Either / or. So goes the opinion of the experts – Hermann Weyl and André Weil, joined by the numerous Pythagorean retinue, as well as Rousseau’s Venetian courtesan – and also the vulgar opinion: pure sex and pure math are opposites, and in a single brain never the twain shall meet. Yet in my dream they did. In wakeful reality no one, to my knowledge, and myself least of all, has imagined Louis as a ladies man. But that is not the point. The contentment I derived from my dream had not to do with any discovery about Louis but rather with the confirmation of something I have long suspected about myself: I have a phobia.
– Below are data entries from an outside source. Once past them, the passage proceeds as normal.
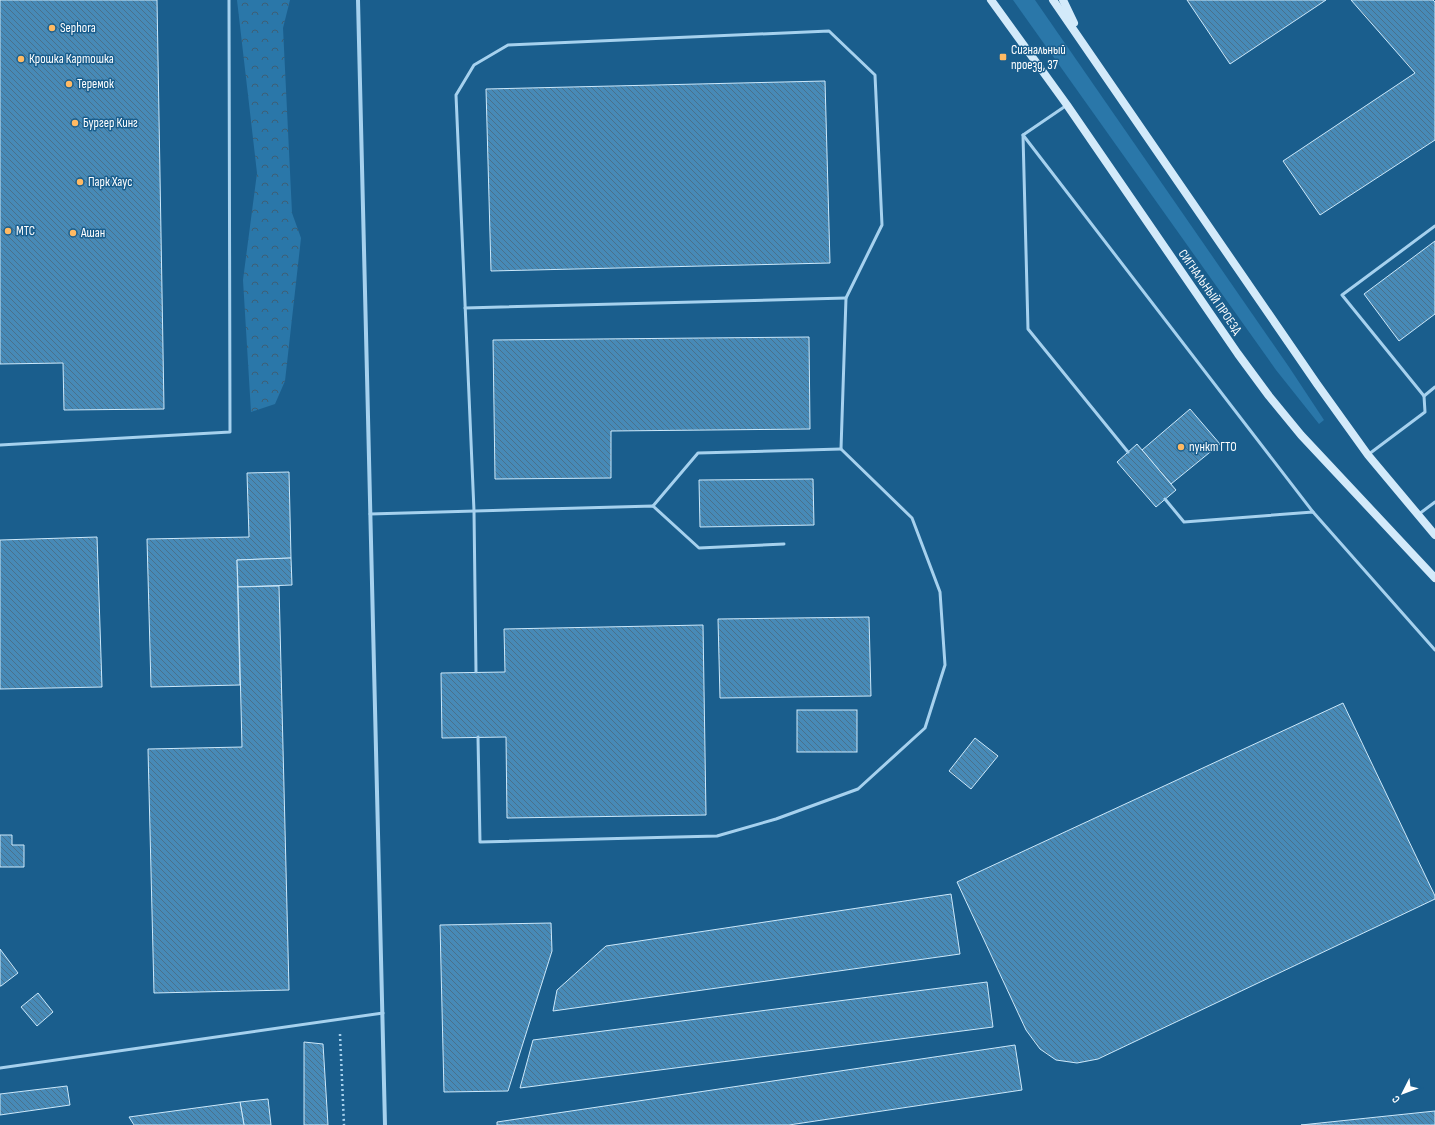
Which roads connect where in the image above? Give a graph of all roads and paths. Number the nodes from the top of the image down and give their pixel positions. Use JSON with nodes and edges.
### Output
{"nodes":[{"id":1,"x":229,"y":0,"type":"edge"},
{"id":2,"x":358,"y":0,"type":"edge"},
{"id":3,"x":991,"y":0,"type":"edge"},
{"id":4,"x":1053,"y":0,"type":"edge"},
{"id":5,"x":1063,"y":0,"type":"edge"},
{"id":6,"x":1086,"y":48,"type":"junction"},
{"id":7,"x":1067,"y":105,"type":"junction"},
{"id":8,"x":1023,"y":135,"type":"junction"},
{"id":9,"x":1435,"y":226,"type":"edge"},
{"id":10,"x":846,"y":298,"type":"junction"},
{"id":11,"x":465,"y":308,"type":"junction"},
{"id":12,"x":1435,"y":387,"type":"edge"},
{"id":13,"x":1424,"y":396,"type":"junction"},
{"id":14,"x":0,"y":445,"type":"edge"},
{"id":15,"x":841,"y":449,"type":"junction"},
{"id":16,"x":1128,"y":452,"type":"dead end"},
{"id":17,"x":1368,"y":454,"type":"junction"},
{"id":18,"x":1165,"y":499,"type":"dead end"},
{"id":19,"x":1435,"y":502,"type":"edge"},
{"id":20,"x":653,"y":506,"type":"junction"},
{"id":21,"x":474,"y":511,"type":"junction"},
{"id":22,"x":1314,"y":512,"type":"junction"},
{"id":23,"x":370,"y":514,"type":"junction"},
{"id":24,"x":1417,"y":515,"type":"junction"},
{"id":25,"x":1435,"y":535,"type":"edge"},
{"id":26,"x":784,"y":544,"type":"dead end"},
{"id":27,"x":1435,"y":578,"type":"edge"},
{"id":28,"x":1435,"y":650,"type":"edge"},
{"id":29,"x":476,"y":672,"type":"dead end"},
{"id":30,"x":478,"y":737,"type":"dead end"},
{"id":31,"x":382,"y":1013,"type":"junction"},
{"id":32,"x":340,"y":1020,"type":"junction"},
{"id":33,"x":0,"y":1068,"type":"edge"},
{"id":34,"x":344,"y":1125,"type":"edge"},
{"id":35,"x":385,"y":1125,"type":"edge"}],
"edges":[{"from":1,"to":14,"type":"lane"},
{"from":2,"to":23,"type":"street"},
{"from":3,"to":7,"type":"main road","name":"СИГНАЛЬНЫЙ ПРОЕЗД"},
{"from":4,"to":6,"type":"main road"},
{"from":5,"to":6,"type":"main road"},
{"from":6,"to":17,"type":"main road"},
{"from":7,"to":8,"type":"lane"},
{"from":7,"to":27,"type":"main road","name":"СИГНАЛЬНЫЙ ПРОЕЗД"},
{"from":8,"to":16,"type":"lane"},
{"from":8,"to":22,"type":"lane"},
{"from":9,"to":13,"type":"lane"},
{"from":10,"to":11,"type":"lane"},
{"from":10,"to":11,"type":"lane"},
{"from":10,"to":15,"type":"lane"},
{"from":11,"to":21,"type":"lane"},
{"from":12,"to":13,"type":"lane"},
{"from":13,"to":17,"type":"lane"},
{"from":15,"to":20,"type":"lane"},
{"from":15,"to":30,"type":"lane"},
{"from":17,"to":24,"type":"main road"},
{"from":18,"to":22,"type":"lane"},
{"from":19,"to":24,"type":"lane"},
{"from":20,"to":21,"type":"lane"},
{"from":20,"to":26,"type":"lane"},
{"from":21,"to":23,"type":"lane"},
{"from":21,"to":29,"type":"lane"},
{"from":22,"to":28,"type":"lane"},
{"from":23,"to":31,"type":"street"},
{"from":24,"to":25,"type":"main road"},
{"from":31,"to":32,"type":"lane"},
{"from":31,"to":35,"type":"street"},
{"from":32,"to":33,"type":"lane"},
{"from":32,"to":34,"type":"path"}]}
I detest the notion of strict opposites in nature with no possibility of shading in between; I agree that a number must be either even or odd and not both, but that’s because we have constructed numbers so. And I can’t stand the idea of taking a stand for one of two supposedly mutually exclusive options when there are no pre-agreed-upon legal, ethical, or logical rules for deciding for one rather than the other. I’m happy to affirm that the sum of two odd numbers is even and the sum of two even numbers is also even, if we have previously agreed to play by the axioms of arithmetic, just as I’ll readily concede a chess game if my king is in check and cannot move anywhere. But I reject any Platonic conceit that math is the escalator up to heaven, and any Neo-Platonic meshugas that the senses are the slippery slope to hell. Am I for that reason anti-Platonic? By no means. Plato’s Symposium is a masterpiece of irony, and Diotima’s discourse reported by Socrates is the best linguistic account of eros and love that I know of. The wise woman, professor of the shading and of the in-between! And the ending is both a lesson in ethylic control and a last salvo for the Heraclitean coincidence of the opposites. When everybody else is asleep or gone, only Agathon (the tragic poet), Aristophanes (the comic poet), and Socrates are awake, still drinking and conversing. Socrates is leading them to admit that a very accomplished tragic poet can be a comic poet too. When, at dawn, Agathon and Aristophanes begin to nod, Socrates leaves, fresh as a lettuce.